Collected data entries:
* * * * * * *
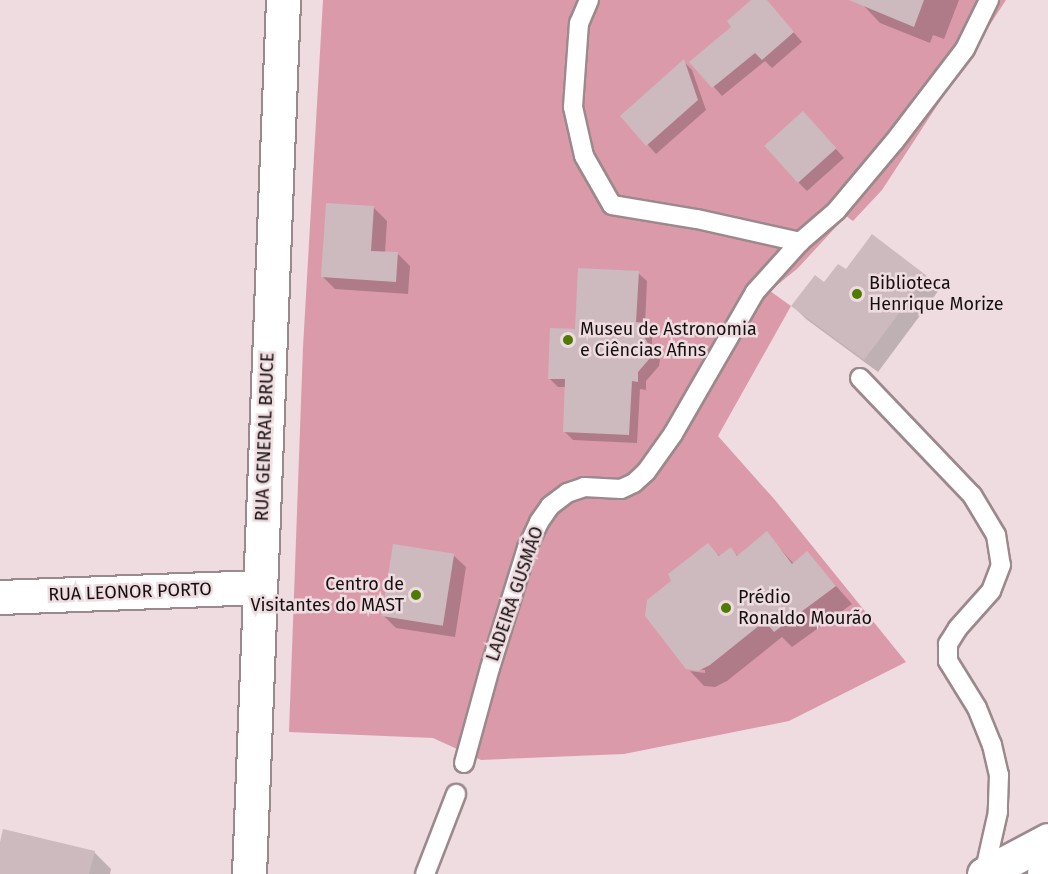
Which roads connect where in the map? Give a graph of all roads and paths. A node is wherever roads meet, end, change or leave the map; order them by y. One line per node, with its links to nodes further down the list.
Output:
1 (283, 0): 6 (street, RUA GENERAL BRUCE)
2 (589, 0): 4 (lane)
3 (989, 0): 4 (lane, LADEIRA GUSMÃO)
4 (800, 242): 8 (lane, LADEIRA GUSMÃO)
5 (860, 378): 14 (lane)
6 (260, 587): 7 (street, RUA LEONOR PORTO); 12 (street, RUA GENERAL BRUCE)
7 (0, 597)
8 (464, 763)
9 (456, 794): 13 (lane)
10 (1048, 840): 14 (street)
11 (1048, 845): 15 (street)
12 (249, 874)
13 (425, 874)
14 (984, 874)
15 (1044, 874)

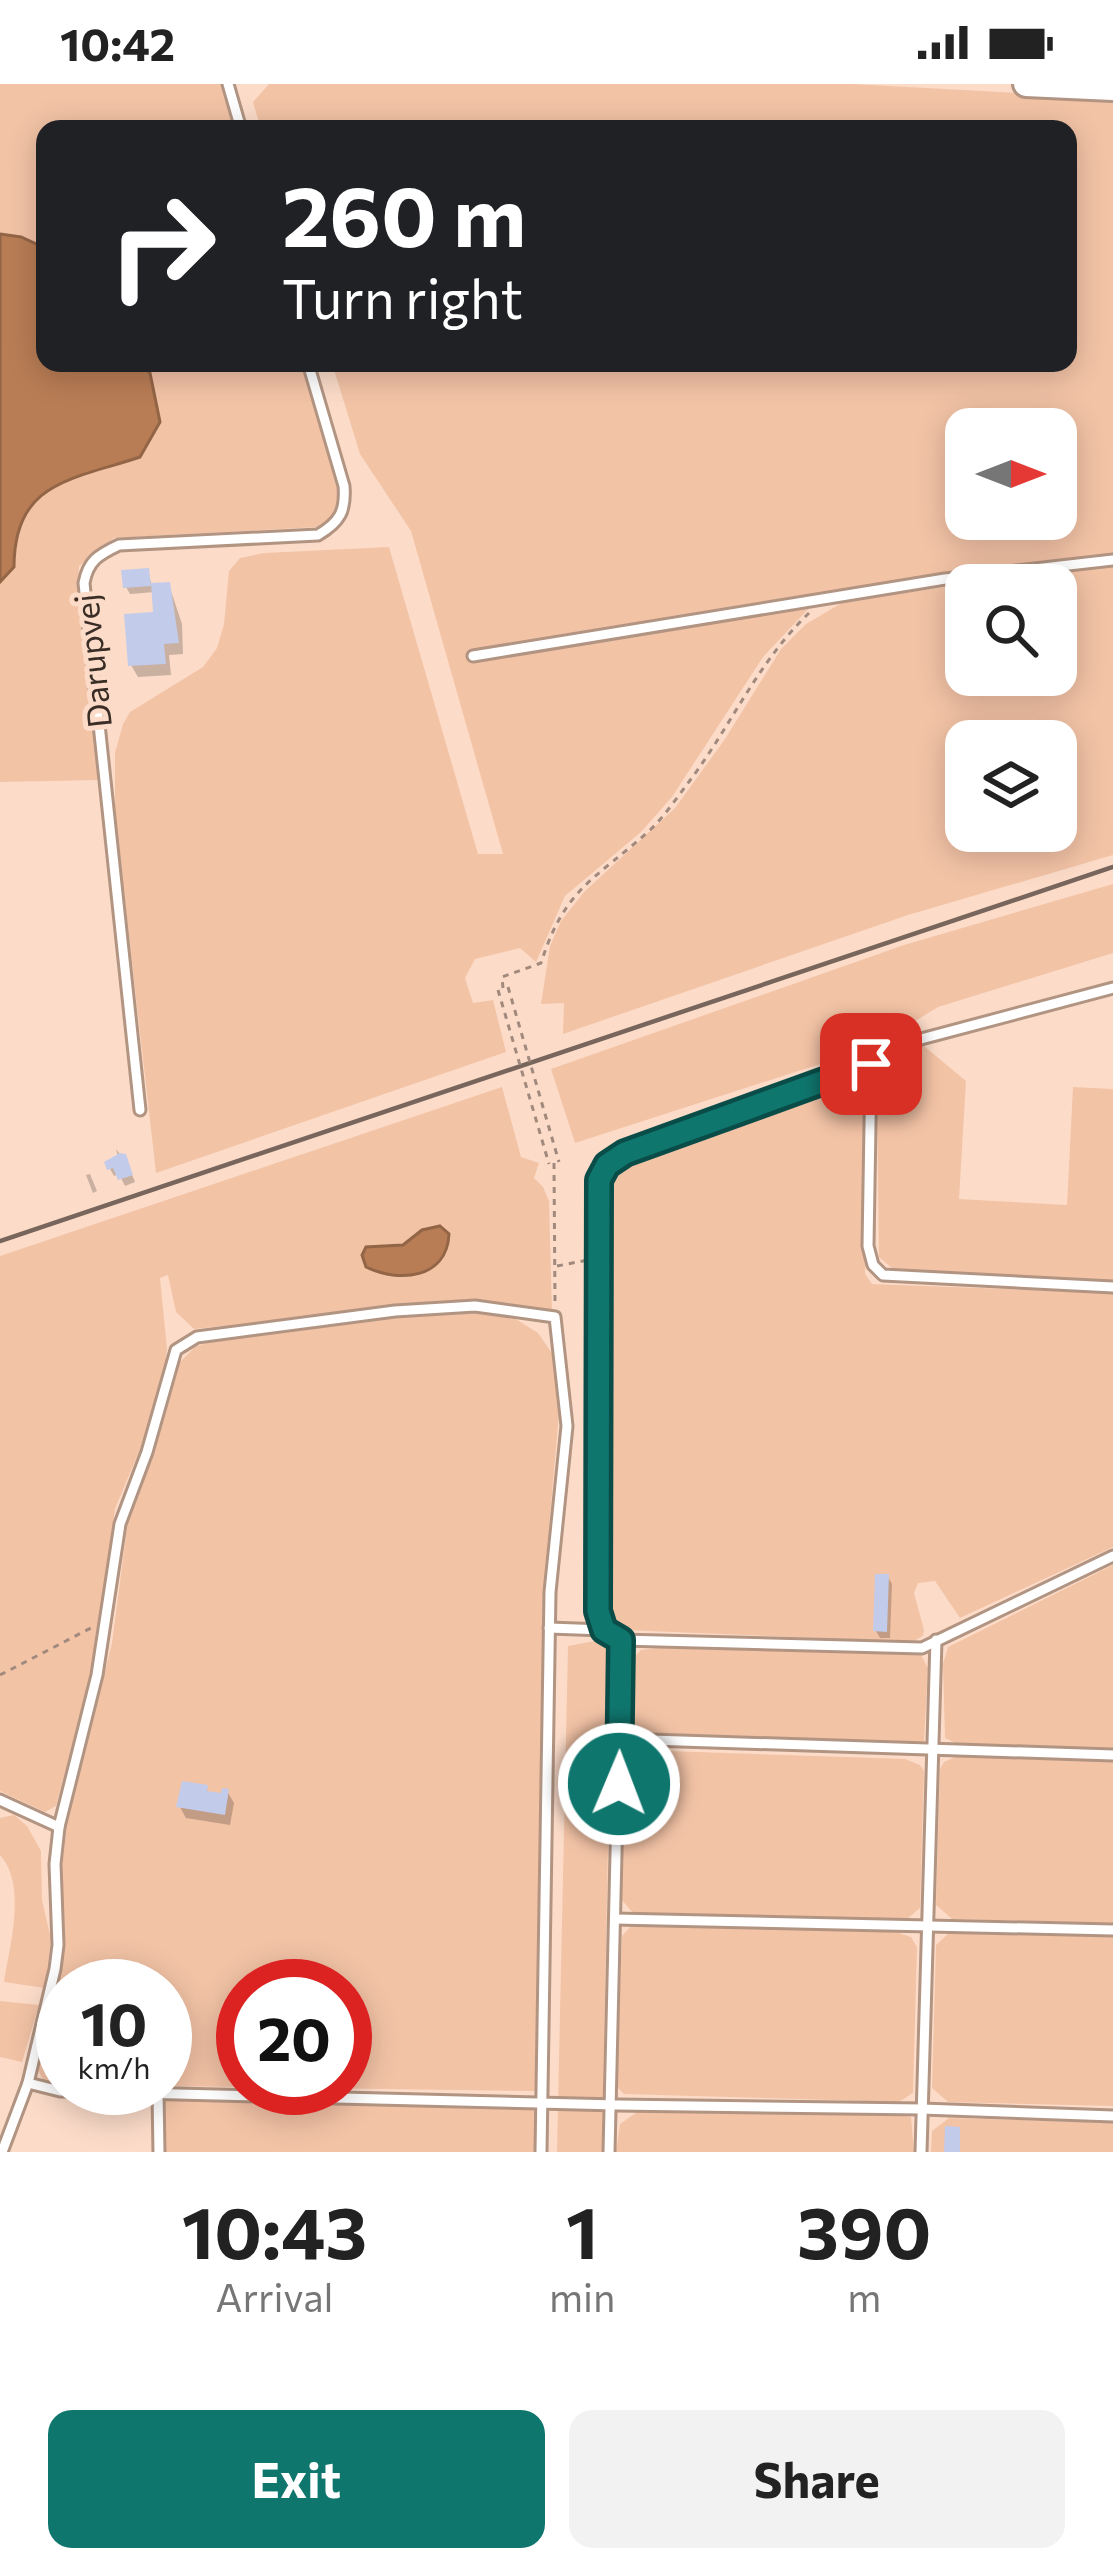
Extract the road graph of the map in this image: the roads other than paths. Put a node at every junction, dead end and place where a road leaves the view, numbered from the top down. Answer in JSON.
* * * * * * *
Each record above goes into the copy word for word; the pictures do not.

Solution to this problem:
Which roads connect where in the map? Give a graph of all roads and paths. A node is wherever roads meet, end, change or leave the map; order them by y. One line per node, with its links to nodes further down the list.
Output:
1 (283, 0): 6 (street, RUA GENERAL BRUCE)
2 (589, 0): 4 (lane)
3 (989, 0): 4 (lane, LADEIRA GUSMÃO)
4 (800, 242): 8 (lane, LADEIRA GUSMÃO)
5 (860, 378): 14 (lane)
6 (260, 587): 7 (street, RUA LEONOR PORTO); 12 (street, RUA GENERAL BRUCE)
7 (0, 597)
8 (464, 763)
9 (456, 794): 13 (lane)
10 (1048, 840): 14 (street)
11 (1048, 845): 15 (street)
12 (249, 874)
13 (425, 874)
14 (984, 874)
15 (1044, 874)

Extract the road graph of the map in this image: the roads other than paths. Put a node at every junction, dead end and place where a road leaves the view, numbered from the top down. Answer in JSON.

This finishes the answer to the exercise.